=== WORK ITEM ===
Filter the listing and keep only the lines with the word "Creekside".

[Start of Attachment]

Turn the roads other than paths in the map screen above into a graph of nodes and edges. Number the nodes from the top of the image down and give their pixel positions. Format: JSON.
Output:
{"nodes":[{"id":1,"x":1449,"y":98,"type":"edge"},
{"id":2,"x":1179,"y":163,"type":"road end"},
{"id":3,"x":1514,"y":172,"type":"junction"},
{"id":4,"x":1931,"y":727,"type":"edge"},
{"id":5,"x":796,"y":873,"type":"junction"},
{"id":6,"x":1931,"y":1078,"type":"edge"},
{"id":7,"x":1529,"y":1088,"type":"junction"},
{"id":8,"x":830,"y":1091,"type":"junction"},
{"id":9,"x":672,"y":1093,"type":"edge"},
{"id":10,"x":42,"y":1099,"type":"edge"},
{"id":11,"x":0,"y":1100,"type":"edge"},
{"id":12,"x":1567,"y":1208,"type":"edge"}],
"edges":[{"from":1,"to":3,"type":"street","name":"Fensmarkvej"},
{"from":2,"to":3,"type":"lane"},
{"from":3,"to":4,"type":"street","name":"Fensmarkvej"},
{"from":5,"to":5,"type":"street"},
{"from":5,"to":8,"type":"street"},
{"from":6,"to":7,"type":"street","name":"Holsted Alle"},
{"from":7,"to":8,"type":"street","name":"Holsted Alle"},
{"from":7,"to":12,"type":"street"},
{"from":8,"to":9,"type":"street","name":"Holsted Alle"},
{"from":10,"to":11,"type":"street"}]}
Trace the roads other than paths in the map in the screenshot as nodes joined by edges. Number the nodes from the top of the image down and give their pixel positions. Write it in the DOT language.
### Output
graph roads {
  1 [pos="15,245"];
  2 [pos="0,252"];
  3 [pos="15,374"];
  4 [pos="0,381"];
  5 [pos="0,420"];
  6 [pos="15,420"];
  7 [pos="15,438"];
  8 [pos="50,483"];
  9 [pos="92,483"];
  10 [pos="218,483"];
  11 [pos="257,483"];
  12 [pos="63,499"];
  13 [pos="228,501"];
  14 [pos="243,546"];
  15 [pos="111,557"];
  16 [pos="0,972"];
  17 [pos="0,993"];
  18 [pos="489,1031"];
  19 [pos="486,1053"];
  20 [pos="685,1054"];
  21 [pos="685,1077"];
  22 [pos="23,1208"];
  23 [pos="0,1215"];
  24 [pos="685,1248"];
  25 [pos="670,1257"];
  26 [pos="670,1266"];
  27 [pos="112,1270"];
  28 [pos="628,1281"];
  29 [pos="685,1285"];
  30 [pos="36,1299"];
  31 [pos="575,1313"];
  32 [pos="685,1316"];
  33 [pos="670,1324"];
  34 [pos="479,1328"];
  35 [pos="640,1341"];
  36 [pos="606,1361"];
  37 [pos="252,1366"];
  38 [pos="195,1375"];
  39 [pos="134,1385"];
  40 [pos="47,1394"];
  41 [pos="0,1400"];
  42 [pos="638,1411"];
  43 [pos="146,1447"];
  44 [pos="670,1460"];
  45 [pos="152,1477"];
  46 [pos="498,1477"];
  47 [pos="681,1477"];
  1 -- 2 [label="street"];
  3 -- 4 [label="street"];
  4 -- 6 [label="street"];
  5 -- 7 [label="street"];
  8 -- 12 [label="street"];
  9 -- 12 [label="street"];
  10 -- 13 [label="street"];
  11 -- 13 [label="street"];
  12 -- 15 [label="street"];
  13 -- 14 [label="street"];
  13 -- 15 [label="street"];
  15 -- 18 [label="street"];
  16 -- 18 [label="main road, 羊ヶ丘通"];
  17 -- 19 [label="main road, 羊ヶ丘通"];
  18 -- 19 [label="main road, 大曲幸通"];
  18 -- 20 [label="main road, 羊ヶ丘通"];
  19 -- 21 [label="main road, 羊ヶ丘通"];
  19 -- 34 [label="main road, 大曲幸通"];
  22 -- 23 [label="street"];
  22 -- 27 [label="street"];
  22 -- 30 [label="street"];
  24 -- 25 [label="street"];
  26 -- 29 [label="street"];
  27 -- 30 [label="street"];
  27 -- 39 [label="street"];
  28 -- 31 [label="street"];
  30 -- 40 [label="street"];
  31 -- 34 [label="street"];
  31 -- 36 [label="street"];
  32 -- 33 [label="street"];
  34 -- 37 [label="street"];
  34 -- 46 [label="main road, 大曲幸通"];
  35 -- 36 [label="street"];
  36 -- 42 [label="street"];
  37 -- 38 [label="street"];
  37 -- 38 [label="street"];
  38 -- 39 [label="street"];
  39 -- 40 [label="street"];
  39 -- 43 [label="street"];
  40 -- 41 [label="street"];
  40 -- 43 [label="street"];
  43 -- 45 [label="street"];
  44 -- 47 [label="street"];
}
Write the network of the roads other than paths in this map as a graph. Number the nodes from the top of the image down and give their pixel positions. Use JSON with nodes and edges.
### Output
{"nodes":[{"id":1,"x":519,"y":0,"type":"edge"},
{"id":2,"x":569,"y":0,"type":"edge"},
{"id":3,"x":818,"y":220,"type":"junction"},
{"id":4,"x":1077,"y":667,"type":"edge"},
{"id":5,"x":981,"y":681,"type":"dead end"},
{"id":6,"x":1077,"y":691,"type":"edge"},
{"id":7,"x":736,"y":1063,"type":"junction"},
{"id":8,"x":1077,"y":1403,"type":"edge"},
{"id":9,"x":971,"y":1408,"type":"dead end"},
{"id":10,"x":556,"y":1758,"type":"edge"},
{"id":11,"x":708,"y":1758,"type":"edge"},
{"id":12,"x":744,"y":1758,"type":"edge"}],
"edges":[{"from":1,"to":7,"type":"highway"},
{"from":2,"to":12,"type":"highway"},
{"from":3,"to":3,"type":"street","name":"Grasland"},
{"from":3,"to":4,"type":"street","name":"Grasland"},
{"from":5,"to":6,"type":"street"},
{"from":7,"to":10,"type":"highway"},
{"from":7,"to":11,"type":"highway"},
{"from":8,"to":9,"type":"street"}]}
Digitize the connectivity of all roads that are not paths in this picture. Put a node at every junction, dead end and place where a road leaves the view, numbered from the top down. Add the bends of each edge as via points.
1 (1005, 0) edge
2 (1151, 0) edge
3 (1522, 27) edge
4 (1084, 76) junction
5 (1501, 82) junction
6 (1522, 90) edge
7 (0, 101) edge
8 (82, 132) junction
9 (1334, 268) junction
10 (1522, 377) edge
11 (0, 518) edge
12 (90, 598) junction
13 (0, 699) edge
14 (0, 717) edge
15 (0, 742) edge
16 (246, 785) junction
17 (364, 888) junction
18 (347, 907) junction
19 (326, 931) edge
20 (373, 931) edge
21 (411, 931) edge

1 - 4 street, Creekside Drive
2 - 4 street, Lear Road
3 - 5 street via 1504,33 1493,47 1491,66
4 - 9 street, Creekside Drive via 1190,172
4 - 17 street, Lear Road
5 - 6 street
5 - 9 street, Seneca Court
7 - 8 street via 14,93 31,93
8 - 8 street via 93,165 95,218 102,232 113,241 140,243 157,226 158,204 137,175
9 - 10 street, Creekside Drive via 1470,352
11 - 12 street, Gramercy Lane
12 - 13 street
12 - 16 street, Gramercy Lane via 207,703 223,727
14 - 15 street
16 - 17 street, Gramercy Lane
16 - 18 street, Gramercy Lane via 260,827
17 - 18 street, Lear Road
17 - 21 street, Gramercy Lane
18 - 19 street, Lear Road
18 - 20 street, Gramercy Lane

[End of Attachment]

=== ANSWER TO THIS PROBLEM ===
1 - 4 street, Creekside Drive
4 - 9 street, Creekside Drive via 1190,172
9 - 10 street, Creekside Drive via 1470,352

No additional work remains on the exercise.